[Collected data entries]

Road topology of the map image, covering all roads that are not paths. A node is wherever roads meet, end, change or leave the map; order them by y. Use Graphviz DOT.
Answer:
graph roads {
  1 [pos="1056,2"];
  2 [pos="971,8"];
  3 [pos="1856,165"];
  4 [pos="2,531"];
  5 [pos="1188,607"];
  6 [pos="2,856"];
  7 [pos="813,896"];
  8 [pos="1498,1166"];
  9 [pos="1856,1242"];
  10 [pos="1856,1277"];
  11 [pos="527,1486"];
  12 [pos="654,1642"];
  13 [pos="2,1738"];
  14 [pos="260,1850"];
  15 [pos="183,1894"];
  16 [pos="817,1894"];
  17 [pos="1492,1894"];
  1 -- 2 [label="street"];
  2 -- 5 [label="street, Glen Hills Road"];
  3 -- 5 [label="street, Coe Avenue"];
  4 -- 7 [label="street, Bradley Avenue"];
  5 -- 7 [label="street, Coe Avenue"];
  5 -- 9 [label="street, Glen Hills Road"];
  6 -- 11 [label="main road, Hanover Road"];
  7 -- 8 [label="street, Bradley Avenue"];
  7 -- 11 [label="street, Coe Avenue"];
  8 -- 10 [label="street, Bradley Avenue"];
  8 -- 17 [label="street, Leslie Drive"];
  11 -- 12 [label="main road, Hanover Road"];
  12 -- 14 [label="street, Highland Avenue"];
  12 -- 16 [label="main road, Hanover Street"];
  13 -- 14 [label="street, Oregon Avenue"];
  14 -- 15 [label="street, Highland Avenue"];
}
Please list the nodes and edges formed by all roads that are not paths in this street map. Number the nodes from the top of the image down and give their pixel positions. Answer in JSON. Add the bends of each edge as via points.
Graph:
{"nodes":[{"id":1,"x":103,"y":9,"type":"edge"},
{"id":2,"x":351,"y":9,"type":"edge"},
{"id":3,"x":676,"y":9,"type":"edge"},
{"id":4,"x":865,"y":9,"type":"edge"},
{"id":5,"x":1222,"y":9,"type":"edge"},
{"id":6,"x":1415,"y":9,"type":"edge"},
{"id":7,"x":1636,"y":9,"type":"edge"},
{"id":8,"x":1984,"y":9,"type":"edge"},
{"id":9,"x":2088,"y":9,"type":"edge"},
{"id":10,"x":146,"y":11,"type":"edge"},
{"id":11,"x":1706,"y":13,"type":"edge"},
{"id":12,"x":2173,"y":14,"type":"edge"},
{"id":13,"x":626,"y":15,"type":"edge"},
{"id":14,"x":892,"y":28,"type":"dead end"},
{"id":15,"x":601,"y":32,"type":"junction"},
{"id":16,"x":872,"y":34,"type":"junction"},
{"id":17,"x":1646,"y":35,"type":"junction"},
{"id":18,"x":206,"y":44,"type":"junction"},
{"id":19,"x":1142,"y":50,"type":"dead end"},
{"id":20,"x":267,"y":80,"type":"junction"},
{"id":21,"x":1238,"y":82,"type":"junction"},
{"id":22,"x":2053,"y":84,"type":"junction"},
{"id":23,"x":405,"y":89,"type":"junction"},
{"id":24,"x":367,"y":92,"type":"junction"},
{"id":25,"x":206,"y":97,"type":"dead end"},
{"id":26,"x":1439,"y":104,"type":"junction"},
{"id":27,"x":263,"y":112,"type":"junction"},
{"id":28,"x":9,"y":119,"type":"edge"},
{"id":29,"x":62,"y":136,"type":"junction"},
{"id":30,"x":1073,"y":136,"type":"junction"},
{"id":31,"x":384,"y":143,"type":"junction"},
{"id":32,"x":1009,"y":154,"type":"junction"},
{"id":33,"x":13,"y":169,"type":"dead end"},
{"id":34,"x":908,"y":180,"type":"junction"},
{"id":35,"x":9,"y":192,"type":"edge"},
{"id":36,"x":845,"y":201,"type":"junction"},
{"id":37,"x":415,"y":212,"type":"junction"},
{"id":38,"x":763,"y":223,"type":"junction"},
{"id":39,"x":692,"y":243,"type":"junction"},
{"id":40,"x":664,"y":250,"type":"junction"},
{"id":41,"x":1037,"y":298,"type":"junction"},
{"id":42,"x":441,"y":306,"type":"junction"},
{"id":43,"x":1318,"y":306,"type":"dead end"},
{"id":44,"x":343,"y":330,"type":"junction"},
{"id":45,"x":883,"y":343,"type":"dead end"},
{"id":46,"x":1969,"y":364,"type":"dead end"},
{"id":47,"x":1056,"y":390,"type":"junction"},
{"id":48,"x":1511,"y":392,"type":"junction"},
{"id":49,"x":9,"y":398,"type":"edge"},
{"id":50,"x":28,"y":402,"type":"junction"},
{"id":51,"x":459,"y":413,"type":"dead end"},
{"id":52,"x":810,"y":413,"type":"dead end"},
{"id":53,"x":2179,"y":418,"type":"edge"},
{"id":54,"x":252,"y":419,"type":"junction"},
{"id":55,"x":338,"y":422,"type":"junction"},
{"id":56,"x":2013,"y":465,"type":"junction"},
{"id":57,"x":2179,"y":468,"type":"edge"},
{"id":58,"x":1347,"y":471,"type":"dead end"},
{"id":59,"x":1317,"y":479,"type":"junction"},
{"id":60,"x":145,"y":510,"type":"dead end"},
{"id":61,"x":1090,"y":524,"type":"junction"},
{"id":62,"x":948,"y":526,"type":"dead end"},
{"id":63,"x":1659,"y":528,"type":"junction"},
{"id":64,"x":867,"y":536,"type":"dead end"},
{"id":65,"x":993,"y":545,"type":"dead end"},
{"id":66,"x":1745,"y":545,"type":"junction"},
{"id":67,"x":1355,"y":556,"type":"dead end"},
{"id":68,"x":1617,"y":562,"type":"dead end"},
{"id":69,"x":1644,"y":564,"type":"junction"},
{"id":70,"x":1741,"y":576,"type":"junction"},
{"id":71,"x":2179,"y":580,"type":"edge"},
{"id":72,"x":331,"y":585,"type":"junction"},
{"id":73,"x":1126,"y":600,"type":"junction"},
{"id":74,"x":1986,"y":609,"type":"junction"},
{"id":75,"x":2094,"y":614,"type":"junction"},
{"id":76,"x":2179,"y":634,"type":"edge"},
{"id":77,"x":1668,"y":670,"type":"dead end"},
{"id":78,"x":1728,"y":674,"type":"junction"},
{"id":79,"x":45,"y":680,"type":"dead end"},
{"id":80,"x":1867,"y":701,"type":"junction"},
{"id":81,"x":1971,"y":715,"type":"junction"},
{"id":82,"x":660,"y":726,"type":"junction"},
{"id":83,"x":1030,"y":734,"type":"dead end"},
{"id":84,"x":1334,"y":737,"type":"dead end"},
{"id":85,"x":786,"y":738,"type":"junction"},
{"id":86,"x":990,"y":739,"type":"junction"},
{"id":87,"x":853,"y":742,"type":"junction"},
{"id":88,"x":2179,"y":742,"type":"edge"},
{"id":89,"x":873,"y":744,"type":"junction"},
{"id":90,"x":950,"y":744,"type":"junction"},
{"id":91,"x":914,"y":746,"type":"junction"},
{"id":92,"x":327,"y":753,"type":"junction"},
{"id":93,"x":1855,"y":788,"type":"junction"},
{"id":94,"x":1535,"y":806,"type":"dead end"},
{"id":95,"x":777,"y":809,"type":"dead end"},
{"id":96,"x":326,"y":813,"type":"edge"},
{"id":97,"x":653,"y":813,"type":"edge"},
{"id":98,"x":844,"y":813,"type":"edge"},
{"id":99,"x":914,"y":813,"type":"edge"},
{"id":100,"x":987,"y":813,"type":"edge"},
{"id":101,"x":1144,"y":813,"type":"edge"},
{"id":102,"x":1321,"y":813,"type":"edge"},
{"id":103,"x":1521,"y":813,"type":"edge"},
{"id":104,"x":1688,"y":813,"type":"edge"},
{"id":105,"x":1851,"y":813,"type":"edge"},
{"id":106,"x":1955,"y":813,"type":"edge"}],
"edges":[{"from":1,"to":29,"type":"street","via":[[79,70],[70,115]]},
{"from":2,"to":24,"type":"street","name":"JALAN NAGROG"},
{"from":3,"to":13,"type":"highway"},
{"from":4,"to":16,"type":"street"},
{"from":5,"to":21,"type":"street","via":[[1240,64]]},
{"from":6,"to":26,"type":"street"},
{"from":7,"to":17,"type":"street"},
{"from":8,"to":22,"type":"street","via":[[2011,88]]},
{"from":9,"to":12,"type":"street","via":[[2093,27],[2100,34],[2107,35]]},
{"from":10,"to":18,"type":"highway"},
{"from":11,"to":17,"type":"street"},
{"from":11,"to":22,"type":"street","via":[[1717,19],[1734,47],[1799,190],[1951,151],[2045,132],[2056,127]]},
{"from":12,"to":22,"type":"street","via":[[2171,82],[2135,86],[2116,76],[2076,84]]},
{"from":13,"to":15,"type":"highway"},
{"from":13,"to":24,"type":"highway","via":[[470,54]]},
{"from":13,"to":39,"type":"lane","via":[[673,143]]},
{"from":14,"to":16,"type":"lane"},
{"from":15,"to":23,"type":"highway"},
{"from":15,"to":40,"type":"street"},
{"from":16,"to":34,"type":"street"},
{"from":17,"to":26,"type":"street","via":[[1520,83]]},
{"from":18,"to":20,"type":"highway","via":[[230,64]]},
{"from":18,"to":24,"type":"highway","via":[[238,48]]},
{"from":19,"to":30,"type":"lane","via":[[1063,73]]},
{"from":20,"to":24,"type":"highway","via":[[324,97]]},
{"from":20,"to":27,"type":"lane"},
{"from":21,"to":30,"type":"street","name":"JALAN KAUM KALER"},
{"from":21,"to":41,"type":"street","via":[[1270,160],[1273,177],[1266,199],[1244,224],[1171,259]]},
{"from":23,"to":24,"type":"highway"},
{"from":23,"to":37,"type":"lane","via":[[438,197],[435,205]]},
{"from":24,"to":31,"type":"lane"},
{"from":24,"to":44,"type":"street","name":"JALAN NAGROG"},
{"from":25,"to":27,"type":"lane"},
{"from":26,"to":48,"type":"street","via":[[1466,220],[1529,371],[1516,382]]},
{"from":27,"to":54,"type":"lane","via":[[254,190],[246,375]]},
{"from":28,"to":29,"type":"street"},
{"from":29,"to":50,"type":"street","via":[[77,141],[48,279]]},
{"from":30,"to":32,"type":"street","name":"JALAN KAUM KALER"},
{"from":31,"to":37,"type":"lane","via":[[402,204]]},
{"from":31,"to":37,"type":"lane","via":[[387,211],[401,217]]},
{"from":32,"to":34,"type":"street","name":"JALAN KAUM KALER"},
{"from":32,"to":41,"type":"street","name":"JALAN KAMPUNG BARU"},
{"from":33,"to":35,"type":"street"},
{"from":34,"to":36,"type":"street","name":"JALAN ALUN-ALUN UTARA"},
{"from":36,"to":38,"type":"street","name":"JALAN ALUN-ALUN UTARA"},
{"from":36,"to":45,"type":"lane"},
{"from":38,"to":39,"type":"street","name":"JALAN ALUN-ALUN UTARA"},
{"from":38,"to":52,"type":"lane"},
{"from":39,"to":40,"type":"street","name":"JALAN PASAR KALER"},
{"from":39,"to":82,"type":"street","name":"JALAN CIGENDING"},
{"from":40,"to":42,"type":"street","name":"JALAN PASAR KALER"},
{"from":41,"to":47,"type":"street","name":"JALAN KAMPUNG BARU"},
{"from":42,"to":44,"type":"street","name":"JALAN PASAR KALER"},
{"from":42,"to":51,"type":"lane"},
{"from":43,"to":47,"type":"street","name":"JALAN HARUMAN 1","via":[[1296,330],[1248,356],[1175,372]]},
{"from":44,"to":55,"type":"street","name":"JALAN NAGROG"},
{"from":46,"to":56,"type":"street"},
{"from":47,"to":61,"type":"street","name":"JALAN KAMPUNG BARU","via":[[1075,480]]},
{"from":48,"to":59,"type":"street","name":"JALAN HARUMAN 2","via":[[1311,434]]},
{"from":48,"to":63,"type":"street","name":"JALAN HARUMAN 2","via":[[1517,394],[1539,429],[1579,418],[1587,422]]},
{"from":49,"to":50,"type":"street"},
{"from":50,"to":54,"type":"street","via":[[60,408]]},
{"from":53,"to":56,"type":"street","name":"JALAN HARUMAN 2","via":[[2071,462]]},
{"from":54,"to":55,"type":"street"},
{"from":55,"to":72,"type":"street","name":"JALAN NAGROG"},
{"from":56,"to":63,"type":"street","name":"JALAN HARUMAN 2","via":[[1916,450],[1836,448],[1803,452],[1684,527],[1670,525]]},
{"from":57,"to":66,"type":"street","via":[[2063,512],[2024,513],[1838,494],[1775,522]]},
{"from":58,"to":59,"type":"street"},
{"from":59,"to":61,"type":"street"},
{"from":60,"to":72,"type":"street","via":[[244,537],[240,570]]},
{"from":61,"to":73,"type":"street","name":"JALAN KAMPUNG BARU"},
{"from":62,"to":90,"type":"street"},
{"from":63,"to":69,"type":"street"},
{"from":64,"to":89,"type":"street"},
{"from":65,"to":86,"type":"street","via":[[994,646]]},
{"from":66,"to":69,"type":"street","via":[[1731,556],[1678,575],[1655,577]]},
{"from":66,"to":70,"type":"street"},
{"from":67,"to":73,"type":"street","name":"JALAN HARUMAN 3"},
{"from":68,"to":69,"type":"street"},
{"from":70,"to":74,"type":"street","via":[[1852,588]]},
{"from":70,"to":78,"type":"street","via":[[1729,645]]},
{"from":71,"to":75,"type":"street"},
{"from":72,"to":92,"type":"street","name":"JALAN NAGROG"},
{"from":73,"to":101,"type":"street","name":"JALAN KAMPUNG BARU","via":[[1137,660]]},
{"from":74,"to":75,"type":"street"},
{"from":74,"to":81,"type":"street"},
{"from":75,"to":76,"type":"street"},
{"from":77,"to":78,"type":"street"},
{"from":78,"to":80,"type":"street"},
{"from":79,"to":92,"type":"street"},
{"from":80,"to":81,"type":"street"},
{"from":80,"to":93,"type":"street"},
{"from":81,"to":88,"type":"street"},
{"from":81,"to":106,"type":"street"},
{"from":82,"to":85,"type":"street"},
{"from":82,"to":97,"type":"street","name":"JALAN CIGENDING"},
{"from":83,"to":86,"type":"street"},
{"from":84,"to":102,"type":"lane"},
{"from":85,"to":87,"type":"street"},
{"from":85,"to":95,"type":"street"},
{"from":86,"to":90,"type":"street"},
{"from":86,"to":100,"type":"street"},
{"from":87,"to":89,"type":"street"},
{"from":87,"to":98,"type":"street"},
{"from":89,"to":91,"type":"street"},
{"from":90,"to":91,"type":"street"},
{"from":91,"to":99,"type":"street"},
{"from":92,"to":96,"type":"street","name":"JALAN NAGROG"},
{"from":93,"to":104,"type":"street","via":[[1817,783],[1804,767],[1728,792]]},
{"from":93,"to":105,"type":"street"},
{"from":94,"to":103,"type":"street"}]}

EXERCISE DETAILS.
Copy each line containing the word "nodes" from the data.

EXPECTED ANSWER.
Please list the nodes and edges formed by all roads that are not paths in this street map. Number the nodes from the top of the image down and give their pixel positions. Answer in JSON. Add the bends of each edge as via points.
{"nodes":[{"id":1,"x":103,"y":9,"type":"edge"},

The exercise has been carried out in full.